__Input for this task__:
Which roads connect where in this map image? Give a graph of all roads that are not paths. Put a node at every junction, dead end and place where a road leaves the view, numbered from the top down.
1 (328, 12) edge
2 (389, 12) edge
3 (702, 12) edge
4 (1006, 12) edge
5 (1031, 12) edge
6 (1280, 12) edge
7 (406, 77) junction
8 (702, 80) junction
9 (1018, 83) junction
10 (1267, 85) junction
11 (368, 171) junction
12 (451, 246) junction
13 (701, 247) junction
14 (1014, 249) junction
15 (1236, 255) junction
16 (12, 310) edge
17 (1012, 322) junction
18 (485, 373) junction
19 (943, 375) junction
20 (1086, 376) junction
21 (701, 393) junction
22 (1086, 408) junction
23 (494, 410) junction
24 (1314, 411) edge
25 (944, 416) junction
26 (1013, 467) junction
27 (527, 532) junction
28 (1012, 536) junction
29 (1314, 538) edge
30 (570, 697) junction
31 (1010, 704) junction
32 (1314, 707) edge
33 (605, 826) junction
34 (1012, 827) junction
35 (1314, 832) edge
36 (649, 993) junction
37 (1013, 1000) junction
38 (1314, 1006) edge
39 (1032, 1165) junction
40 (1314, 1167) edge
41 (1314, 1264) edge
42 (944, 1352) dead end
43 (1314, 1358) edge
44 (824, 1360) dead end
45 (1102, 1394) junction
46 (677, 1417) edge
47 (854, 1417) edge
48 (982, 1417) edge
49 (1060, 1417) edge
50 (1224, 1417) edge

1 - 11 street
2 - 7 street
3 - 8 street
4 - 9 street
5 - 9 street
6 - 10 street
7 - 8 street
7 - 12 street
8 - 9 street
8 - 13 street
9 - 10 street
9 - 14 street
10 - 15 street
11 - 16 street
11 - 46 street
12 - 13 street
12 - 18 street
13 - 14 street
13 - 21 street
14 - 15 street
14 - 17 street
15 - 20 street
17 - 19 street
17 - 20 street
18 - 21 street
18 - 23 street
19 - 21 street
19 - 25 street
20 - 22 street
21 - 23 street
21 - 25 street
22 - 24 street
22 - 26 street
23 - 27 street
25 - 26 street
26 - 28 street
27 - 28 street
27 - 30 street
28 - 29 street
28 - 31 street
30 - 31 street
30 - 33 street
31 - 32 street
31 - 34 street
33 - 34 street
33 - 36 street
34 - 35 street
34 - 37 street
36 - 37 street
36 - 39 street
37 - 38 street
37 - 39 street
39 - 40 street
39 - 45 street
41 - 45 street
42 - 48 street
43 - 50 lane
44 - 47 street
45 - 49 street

__Exercise goal__: Working through the records, find each line containing the word "dead" and copy it.

__Output below__:
Which roads connect where in this map image? Give a graph of all roads that are not paths. Put a node at every junction, dead end and place where a road leaves the view, numbered from the top down.
42 (944, 1352) dead end
44 (824, 1360) dead end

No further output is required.